Pada mulanya Hasan dari Bashrah adalah seorang pedagang batu permata, karena itu ia dijuluki Hasan si pedagang mutiara. Hasan mempunyai hubungan dagang dengan Bizantium, karena itu ia berkepentingan denga para Jenderal dan Menteri Kaisar, dalam sebuah peristiwa ketika bepergian ke Bizantium, hasan mengunjungi Perdana Menteri dan mereka berbincang-bincang

beberapa saat.

“Jika engkau suka, kita akan pergi ke suatu tempat”, si menteri mengajak Syeikh kami Hasan Bashri.

“Terserah kepadamu,” jawab Hasan, “Ke mana pun aku menurut.”

Si menteri memerintahkan agar disediakan seekor kuda untuk Syeikh Hasan Bashri.

Si menteri naik ke punggung kudanya, Hasan pun melakukan hal yang serupa, setelah itu berangkatlah mereka menuju padang pasir. Sesampainya di tempat tujuan, Hasan melihat sebuah tenda yang terbuat dari brokat Bizantium, diikat dengan tali sutra dan di pancang dengan tiang emas di atas tanah. Hasan berdiri di kejauhan.

Tak berapa lama kemudian muncul lah sepasukan tentara perkasa dengan perlengkapan perang yng sempurna. Mereka lalu mengelilingi tenda itu, menggumamkan beberapa patah kata kemudian pergi. Setelah itu muncul para filosof dan cerdik pandai yang hampir empat ratus orang jumlahnya. Mereka mengelilingi tenda itu, menggumamkan beberapa patah kata kemudian berlalu dari tempat itu.

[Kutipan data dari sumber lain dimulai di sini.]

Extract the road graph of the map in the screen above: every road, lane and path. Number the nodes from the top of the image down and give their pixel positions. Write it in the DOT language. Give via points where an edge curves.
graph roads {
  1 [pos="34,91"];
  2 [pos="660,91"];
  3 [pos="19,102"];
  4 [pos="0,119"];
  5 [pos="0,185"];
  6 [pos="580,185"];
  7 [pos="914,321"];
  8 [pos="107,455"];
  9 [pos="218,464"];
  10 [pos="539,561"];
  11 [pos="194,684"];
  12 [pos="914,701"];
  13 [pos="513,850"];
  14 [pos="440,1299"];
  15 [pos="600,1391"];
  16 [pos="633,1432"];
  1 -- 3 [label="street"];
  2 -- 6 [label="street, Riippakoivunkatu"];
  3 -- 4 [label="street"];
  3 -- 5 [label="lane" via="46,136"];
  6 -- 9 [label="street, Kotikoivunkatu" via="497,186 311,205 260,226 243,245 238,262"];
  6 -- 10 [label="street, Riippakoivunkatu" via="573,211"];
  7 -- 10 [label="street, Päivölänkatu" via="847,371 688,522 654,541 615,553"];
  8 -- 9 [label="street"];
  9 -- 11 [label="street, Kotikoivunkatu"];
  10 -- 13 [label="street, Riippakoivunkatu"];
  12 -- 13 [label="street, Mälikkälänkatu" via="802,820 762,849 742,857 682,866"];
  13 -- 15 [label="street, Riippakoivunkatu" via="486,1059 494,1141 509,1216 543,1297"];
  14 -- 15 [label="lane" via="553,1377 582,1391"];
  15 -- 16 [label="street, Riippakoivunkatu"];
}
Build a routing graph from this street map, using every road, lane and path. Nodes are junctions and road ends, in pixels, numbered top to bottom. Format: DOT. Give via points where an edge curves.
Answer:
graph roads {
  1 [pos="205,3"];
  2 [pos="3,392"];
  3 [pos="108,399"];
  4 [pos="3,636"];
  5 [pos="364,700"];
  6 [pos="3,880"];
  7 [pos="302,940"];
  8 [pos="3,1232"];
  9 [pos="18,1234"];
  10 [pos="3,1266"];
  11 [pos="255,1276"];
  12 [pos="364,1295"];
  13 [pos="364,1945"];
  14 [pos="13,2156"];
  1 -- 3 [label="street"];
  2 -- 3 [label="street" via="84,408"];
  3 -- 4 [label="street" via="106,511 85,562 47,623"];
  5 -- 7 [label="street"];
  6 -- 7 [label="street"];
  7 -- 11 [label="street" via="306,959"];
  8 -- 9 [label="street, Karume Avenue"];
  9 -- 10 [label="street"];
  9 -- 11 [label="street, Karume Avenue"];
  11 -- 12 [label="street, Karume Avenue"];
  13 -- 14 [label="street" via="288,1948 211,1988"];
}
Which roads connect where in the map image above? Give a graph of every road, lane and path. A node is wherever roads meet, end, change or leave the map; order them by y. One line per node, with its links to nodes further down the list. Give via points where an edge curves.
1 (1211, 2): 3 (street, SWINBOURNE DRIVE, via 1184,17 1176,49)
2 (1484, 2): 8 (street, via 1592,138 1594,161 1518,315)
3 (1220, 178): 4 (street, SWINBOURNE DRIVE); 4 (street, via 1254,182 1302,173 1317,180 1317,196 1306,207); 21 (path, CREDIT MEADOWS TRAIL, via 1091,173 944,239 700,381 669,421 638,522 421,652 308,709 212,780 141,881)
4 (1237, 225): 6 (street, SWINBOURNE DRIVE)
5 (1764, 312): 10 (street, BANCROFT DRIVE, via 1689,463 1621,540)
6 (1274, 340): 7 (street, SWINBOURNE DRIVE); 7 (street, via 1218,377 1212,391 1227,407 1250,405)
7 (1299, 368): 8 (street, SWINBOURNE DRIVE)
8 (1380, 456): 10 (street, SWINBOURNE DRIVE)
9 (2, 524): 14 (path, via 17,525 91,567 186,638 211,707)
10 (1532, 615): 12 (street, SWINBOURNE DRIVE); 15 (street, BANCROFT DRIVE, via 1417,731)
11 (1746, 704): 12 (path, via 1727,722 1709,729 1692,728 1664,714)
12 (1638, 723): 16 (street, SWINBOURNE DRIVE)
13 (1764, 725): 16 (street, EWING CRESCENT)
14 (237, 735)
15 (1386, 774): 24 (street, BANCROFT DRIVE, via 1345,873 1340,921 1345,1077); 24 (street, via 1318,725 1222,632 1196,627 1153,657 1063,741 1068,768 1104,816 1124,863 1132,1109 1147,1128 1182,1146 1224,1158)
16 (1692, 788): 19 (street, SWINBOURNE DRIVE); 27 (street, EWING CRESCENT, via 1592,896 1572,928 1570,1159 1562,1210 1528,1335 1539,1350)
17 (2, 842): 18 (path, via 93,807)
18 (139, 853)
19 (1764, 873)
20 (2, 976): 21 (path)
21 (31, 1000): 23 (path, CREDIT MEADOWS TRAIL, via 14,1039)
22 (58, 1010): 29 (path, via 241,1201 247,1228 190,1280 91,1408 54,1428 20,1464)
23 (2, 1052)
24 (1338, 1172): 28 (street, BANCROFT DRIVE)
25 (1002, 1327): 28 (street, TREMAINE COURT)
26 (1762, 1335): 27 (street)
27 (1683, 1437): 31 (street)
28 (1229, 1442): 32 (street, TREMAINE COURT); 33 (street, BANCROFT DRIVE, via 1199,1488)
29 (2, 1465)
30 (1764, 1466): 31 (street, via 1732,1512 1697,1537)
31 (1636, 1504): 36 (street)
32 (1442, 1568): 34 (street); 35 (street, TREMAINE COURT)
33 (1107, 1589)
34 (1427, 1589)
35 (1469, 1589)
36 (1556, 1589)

Datang lagi tigaratus orang-orang tua yang arif bijaksana dan berjanggut putih, mereka menghampiri dan mengelilingi tenda itu, lalu menggumamkan beberapa patah kata, kemudian berlalu, Akhirnya datang pula lebih dari dua ratus perawan cantik masing-masing mengusung nampan penuh dengan emas, perak dan batu permata, mereka mengelilingi tenda itu dan menggumamkan beberapa patah kata kemudian pergi meniggalkannya. Hasan mengissahkan betapa ia sangat heran menyaksikan kejadian-kejadian itu dan bertanya kepada dirinya sendiri. Apakah artinya semuanya itu?

“Ketika kami meninggalkan tempat itu”, Hasan meneruskan kisahnya,

“Aku bertanya kepada si perdana menteri, Si perdana menteri menjawab bahwa dahulu Kaisar mempunyai seorang putera yang tampan, menguasai berbagai cabang ilmu pengetahuan dan tak terkalahkan di dalam arena kegagah perkasaan. Kaisra sangat sayang kepada puteranya itu. Tanpa terduga-duga, si pemuda jatuh sakit. Semua tabib paling ahli sekalipun tidak mampu menyembuhkan penyakitnya. Akhirnya si pemuda putera mahkota itu meninggal dan dikuburkan di bawah naungan tenda tersebut. Setiap tahun orang-orang datang berziarah ke kuburannya”.

Sepasukan tentara yang mula-mula mengelilingi tenda tersebut berkata :  “Wahai putera mahkota, seandainya malapetaka yang menimpa dirimu ini terjadi di medan pertempuran, kami semua akan mengorbankan jiwa raga kami untuk menyelamatkanmu. Tetapi malapetaka yang menimmpamu ini datang dari Dia yang tak sanggup kami perangi dan tak dapat kami tantang”.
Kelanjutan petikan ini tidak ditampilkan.